Description of the task: The word "main" may appear in some lines of the data; copy every such line.

Records shown:
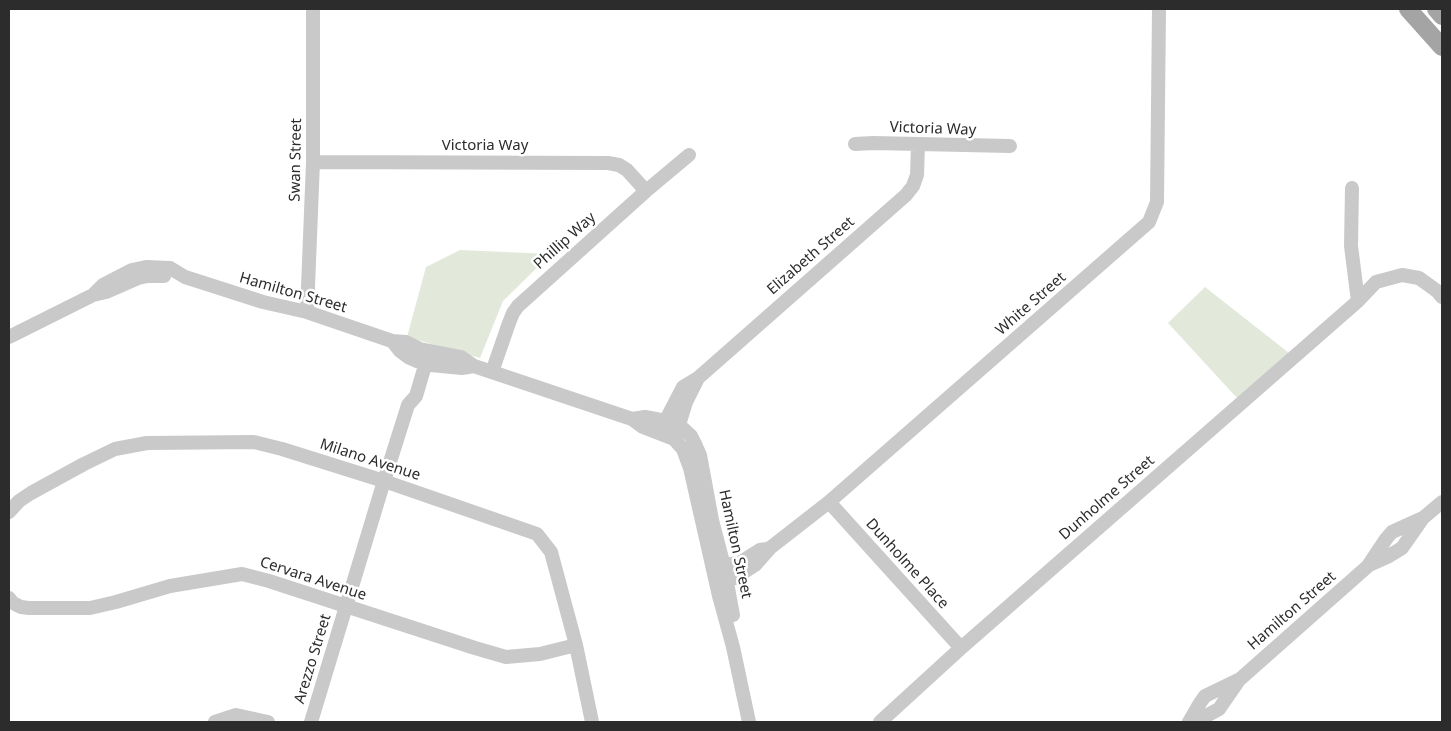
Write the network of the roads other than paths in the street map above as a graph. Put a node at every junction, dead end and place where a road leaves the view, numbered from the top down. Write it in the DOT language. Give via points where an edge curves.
graph roads {
  1 [pos="312,9"];
  2 [pos="1159,9"];
  3 [pos="1436,9"];
  4 [pos="1415,11"];
  5 [pos="1442,16"];
  6 [pos="1442,47"];
  7 [pos="855,144"];
  8 [pos="918,145"];
  9 [pos="1010,146"];
  10 [pos="689,155"];
  11 [pos="313,162"];
  12 [pos="1352,188"];
  13 [pos="646,191"];
  14 [pos="1442,297"];
  15 [pos="1358,301"];
  16 [pos="307,312"];
  17 [pos="9,337"];
  18 [pos="423,357"];
  19 [pos="492,372"];
  20 [pos="668,429"];
  21 [pos="384,481"];
  22 [pos="829,502"];
  23 [pos="1442,502"];
  24 [pos="9,512"];
  25 [pos="720,574"];
  26 [pos="9,598"];
  27 [pos="346,606"];
  28 [pos="576,645"];
  29 [pos="961,648"];
  30 [pos="742,670"];
  31 [pos="1238,680"];
  32 [pos="214,722"];
  33 [pos="268,722"];
  34 [pos="311,722"];
  35 [pos="592,722"];
  36 [pos="749,722"];
  37 [pos="758,722"];
  38 [pos="880,722"];
  39 [pos="1189,722"];
  40 [pos="1195,722"];
  1 -- 11 [label="street, Swan Street"];
  2 -- 22 [label="street, White Street" via="1157,202 1149,222"];
  3 -- 5 [label="main road"];
  4 -- 6 [label="main road"];
  7 -- 8 [label="street, Victoria Way"];
  8 -- 9 [label="street, Victoria Way"];
  8 -- 20 [label="street, Elizabeth Street" via="917,175 906,195 698,378"];
  10 -- 13 [label="street, Phillip Way"];
  11 -- 13 [label="street, Victoria Way" via="608,163 627,170"];
  11 -- 16 [label="street, Swan Street"];
  12 -- 15 [label="street" via="1351,246"];
  13 -- 19 [label="street, Phillip Way" via="518,306 509,322"];
  14 -- 15 [label="street, Dunholme Street" via="1419,278 1402,275 1376,282"];
  15 -- 29 [label="street, Dunholme Street"];
  16 -- 17 [label="street, Hamilton Street" via="263,302 185,277 148,276 93,295"];
  16 -- 18 [label="street, Hamilton Street" via="392,341 406,342"];
  18 -- 19 [label="street, Hamilton Street" via="462,357 474,366"];
  18 -- 21 [label="street, Arezzo Street" via="416,396 408,405"];
  19 -- 20 [label="street, Hamilton Street" via="632,419 646,417"];
  20 -- 25 [label="street, Hamilton Street" via="691,436 700,455"];
  21 -- 24 [label="street, Milano Avenue" via="264,444 147,443 115,449 92,460 18,501"];
  21 -- 27 [label="street, Arezzo Street"];
  21 -- 28 [label="street, Milano Avenue" via="537,534 551,552"];
  22 -- 25 [label="street, White Street" via="770,548 750,569 735,578"];
  22 -- 29 [label="street, Dunholme Place"];
  23 -- 31 [label="street, Hamilton Street" via="1423,518 1402,548 1368,566"];
  25 -- 30 [label="street, Hamilton Street"];
  26 -- 27 [label="street, Cervara Avenue" via="21,608 90,608 170,586 242,574"];
  27 -- 28 [label="street, Cervara Avenue" via="506,657 540,654"];
  27 -- 34 [label="street, Arezzo Street"];
  28 -- 35 [label="street, Milano Avenue"];
  29 -- 38 [label="street, Dunholme Street"];
  30 -- 36 [label="street, Hamilton Street"];
  30 -- 37 [label="street, Hamilton Street"];
  31 -- 39 [label="street, Hamilton Street" via="1206,696"];
  31 -- 40 [label="street, Hamilton Street" via="1218,709"];
  32 -- 33 [label="street" via="236,715"];
}
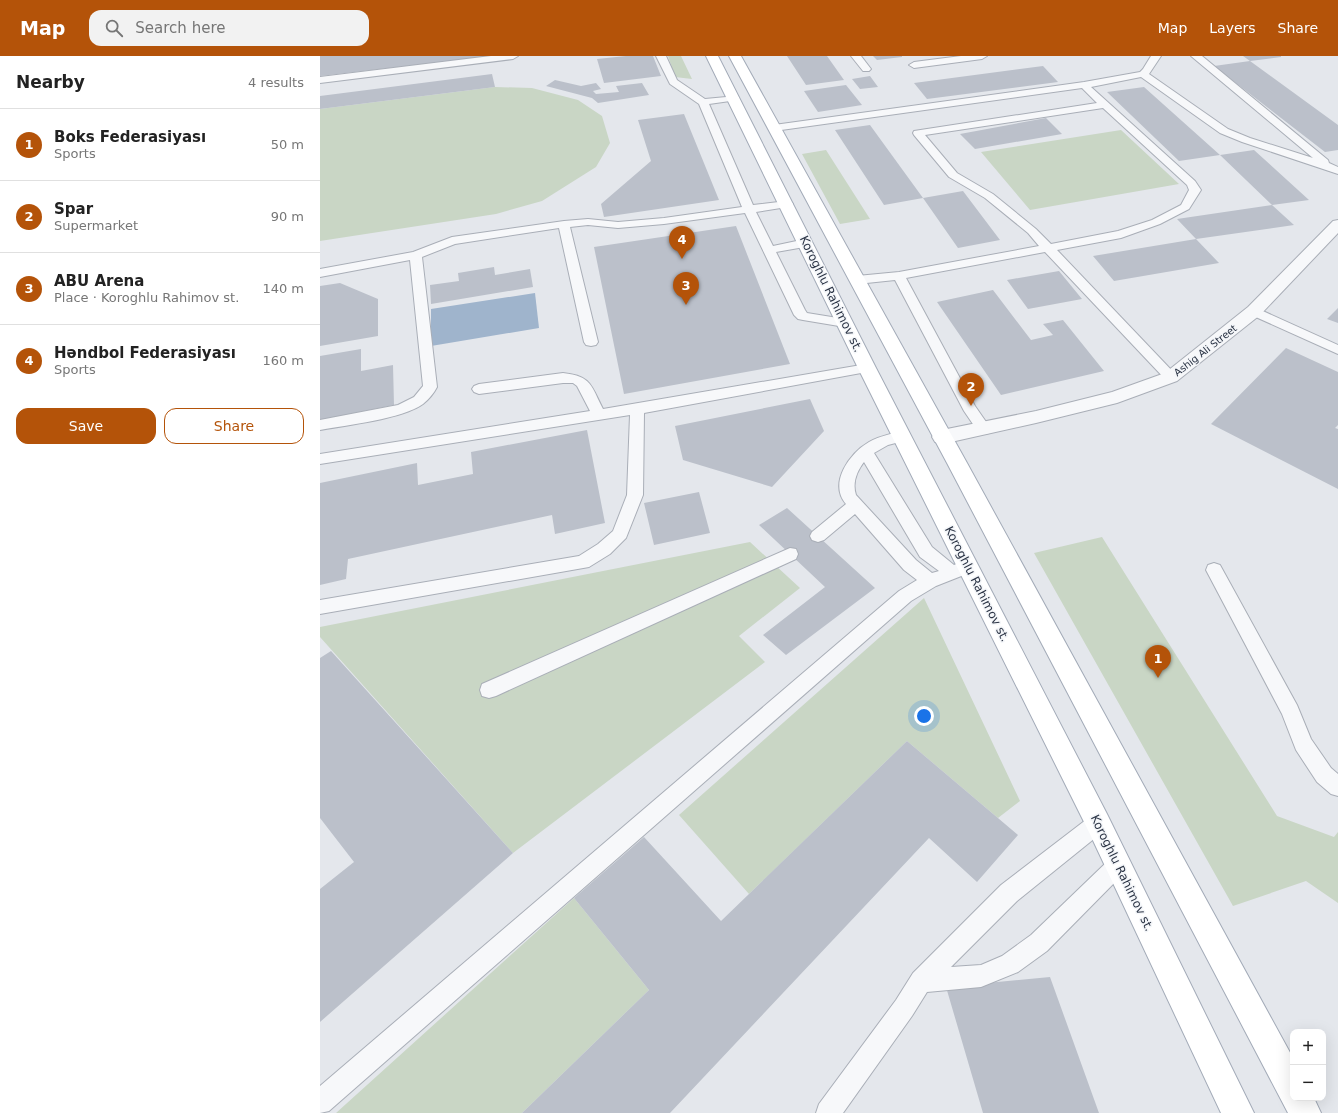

Answer to this problem:
  3 -- 5 [label="main road"];
  4 -- 6 [label="main road"];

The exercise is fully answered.